*** Opening Given records ***

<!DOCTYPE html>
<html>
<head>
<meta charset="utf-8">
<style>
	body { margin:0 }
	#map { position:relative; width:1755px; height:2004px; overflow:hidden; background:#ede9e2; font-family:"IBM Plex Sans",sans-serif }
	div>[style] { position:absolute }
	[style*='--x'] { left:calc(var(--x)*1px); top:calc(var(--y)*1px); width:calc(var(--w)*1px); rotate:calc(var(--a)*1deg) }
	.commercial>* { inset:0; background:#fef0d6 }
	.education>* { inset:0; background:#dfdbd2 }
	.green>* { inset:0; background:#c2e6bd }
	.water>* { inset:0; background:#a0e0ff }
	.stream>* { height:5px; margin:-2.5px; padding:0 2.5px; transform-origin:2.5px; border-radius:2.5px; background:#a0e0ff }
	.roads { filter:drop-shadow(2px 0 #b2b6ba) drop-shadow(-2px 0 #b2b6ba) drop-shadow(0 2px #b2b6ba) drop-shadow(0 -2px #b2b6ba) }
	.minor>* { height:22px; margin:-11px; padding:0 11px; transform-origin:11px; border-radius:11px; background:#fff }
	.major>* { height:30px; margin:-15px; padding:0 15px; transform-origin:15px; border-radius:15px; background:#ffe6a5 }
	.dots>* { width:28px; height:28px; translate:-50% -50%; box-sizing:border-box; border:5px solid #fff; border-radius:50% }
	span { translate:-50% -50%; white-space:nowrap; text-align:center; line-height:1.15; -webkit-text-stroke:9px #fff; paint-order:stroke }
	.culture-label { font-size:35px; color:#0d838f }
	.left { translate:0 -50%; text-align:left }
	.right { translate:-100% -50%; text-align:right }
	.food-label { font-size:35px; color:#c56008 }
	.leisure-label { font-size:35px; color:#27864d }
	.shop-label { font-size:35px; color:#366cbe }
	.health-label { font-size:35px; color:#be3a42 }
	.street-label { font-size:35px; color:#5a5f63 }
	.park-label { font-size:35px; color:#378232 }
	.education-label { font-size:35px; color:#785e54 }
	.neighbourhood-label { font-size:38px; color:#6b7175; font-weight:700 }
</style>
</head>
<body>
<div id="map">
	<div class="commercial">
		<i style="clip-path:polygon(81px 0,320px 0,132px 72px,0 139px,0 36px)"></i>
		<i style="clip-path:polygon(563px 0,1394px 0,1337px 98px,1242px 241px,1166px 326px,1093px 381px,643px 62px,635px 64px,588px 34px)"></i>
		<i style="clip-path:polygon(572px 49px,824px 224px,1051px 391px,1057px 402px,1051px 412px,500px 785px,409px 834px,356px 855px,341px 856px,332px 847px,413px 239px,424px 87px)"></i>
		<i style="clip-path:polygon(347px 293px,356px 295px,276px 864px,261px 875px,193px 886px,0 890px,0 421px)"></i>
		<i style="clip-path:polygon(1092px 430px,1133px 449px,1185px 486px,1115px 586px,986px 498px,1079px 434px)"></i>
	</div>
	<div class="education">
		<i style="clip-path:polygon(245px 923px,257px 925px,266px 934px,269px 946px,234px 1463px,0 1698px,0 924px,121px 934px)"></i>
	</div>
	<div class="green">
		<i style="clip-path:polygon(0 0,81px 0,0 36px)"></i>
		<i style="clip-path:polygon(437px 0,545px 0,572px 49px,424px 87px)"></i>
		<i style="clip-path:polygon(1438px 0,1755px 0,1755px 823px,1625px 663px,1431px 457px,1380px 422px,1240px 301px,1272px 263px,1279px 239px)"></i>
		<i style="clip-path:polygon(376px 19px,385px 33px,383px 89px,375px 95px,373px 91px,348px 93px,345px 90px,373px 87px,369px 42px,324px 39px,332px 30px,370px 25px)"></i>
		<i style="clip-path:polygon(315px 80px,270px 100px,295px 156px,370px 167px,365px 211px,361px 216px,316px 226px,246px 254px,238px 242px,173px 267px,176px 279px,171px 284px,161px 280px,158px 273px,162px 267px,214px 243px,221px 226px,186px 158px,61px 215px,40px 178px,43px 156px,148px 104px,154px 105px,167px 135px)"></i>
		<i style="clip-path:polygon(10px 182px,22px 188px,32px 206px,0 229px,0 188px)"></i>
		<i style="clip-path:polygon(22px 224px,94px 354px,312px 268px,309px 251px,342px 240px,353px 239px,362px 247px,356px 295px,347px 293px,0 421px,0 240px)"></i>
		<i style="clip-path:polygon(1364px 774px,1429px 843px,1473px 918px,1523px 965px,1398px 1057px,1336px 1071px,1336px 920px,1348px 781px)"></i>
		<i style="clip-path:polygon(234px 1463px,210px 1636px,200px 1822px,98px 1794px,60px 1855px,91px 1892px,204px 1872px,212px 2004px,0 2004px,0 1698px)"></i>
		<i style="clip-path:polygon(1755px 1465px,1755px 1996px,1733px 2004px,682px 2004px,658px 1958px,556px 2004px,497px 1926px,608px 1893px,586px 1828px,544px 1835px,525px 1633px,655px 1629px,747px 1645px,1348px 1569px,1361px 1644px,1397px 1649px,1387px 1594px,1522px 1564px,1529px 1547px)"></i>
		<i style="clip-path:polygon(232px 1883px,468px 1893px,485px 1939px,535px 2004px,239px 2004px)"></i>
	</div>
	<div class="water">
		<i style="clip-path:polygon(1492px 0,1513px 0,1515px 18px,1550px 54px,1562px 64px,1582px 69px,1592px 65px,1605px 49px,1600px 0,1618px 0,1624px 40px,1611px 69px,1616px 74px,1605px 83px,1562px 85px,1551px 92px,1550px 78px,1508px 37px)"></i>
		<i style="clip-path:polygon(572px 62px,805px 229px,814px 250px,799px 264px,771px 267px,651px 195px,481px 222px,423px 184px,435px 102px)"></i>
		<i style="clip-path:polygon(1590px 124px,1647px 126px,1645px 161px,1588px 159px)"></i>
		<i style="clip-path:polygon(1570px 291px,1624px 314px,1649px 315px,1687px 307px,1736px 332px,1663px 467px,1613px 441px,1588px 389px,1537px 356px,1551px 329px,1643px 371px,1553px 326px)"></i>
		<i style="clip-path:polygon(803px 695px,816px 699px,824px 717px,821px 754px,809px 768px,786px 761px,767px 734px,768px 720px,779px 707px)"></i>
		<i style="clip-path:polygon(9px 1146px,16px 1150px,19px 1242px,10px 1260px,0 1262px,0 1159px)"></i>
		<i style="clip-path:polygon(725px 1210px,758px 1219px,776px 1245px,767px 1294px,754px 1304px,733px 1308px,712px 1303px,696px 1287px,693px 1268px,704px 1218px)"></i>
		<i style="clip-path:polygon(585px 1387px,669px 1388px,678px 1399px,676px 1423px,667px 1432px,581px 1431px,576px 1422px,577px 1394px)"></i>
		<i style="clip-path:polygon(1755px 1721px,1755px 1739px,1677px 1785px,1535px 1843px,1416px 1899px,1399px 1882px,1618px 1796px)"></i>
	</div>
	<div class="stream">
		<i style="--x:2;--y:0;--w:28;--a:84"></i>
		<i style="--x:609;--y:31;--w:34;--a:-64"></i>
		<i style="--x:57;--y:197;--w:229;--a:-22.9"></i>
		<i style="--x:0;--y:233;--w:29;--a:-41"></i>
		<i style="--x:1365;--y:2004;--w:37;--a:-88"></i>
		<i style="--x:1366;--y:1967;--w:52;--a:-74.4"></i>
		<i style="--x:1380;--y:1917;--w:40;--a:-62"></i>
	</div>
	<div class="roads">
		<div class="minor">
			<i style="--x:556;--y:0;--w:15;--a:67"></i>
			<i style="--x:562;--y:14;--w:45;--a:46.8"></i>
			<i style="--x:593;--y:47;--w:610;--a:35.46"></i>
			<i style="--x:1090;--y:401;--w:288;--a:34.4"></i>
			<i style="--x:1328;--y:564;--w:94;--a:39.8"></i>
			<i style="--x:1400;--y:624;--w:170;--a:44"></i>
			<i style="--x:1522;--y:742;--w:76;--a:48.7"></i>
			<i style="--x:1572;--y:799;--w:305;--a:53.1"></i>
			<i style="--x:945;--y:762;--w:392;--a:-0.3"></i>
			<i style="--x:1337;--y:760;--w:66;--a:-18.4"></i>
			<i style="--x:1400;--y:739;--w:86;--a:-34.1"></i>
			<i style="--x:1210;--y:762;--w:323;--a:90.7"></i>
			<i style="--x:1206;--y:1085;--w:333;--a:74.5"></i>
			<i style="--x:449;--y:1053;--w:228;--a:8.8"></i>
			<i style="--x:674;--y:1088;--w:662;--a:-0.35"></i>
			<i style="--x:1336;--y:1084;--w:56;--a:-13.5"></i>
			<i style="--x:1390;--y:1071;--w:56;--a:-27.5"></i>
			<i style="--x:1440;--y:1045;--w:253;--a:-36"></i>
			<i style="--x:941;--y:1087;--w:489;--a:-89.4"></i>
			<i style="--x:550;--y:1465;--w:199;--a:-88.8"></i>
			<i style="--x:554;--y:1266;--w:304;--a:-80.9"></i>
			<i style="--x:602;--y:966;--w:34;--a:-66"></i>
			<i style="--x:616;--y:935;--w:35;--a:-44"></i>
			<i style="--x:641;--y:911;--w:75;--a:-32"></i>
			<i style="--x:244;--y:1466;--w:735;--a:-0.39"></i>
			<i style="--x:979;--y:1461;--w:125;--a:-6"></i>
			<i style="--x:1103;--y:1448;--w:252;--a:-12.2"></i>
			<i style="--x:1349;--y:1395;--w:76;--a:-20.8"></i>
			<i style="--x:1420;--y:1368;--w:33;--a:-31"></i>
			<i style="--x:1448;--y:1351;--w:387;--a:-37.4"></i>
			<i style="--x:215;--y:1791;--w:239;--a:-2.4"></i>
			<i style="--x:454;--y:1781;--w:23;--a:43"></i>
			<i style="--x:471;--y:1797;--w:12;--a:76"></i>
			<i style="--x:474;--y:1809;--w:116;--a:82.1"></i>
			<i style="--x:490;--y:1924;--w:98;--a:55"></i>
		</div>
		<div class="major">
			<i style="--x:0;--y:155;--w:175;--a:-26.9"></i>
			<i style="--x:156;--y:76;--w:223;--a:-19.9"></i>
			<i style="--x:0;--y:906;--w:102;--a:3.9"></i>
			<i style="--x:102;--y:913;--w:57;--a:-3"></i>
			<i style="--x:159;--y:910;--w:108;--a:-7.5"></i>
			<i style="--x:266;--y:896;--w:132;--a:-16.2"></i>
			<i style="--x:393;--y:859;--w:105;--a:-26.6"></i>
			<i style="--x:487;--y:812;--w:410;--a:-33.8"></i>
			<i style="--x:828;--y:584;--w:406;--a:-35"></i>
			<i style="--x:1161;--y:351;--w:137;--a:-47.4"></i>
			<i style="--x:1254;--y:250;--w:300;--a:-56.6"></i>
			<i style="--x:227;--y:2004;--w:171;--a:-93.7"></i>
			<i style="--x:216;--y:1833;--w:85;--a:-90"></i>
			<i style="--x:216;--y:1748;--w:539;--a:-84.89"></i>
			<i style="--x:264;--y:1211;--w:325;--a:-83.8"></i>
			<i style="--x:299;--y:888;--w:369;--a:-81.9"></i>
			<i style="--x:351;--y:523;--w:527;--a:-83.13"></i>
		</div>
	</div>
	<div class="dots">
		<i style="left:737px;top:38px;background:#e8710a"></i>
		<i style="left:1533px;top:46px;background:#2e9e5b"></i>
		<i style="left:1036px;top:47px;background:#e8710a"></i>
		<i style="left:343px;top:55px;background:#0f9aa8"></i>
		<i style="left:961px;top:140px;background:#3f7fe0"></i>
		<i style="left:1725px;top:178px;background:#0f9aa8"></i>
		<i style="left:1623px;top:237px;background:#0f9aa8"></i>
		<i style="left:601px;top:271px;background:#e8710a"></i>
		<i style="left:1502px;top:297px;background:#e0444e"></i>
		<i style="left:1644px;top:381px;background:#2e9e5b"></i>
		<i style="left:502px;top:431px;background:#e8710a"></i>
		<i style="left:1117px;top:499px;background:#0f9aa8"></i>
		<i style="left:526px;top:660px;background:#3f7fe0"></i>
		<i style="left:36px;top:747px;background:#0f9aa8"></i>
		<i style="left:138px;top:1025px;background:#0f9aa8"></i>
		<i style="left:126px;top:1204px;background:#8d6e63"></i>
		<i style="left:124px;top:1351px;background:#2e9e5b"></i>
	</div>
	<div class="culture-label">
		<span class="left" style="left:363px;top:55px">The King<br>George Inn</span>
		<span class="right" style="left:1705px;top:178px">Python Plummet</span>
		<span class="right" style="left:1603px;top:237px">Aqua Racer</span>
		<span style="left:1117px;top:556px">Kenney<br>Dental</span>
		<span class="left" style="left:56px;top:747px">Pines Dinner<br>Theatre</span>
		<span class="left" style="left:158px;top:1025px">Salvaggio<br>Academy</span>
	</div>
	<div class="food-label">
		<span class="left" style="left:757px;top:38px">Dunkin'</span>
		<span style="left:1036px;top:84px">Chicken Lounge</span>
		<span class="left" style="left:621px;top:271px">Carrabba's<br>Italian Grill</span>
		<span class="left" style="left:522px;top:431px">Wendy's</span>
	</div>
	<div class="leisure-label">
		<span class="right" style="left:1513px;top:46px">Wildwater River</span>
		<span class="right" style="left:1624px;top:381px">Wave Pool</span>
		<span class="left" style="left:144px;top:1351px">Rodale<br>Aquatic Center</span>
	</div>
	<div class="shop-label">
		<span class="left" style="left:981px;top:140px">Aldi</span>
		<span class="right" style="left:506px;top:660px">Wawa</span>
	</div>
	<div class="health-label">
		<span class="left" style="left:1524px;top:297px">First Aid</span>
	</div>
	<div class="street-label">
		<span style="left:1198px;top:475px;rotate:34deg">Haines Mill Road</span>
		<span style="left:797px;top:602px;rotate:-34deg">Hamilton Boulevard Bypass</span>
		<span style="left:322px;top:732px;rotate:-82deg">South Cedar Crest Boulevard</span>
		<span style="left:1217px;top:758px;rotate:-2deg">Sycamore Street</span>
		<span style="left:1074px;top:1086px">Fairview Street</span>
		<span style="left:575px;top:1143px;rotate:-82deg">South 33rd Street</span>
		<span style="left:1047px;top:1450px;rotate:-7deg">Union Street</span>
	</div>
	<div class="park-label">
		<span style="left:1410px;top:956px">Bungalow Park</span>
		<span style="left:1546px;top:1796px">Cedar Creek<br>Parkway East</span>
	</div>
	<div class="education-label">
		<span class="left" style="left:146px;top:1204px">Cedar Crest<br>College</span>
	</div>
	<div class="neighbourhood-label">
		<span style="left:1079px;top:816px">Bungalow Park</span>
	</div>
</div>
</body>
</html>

*** Closing Given records ***

▸ **Exercise brief**
Copy down every line of the entries containing the word "food".

▸ **Solution to the exercise**
	.food-label { font-size:35px; color:#c56008 }
	<div class="food-label">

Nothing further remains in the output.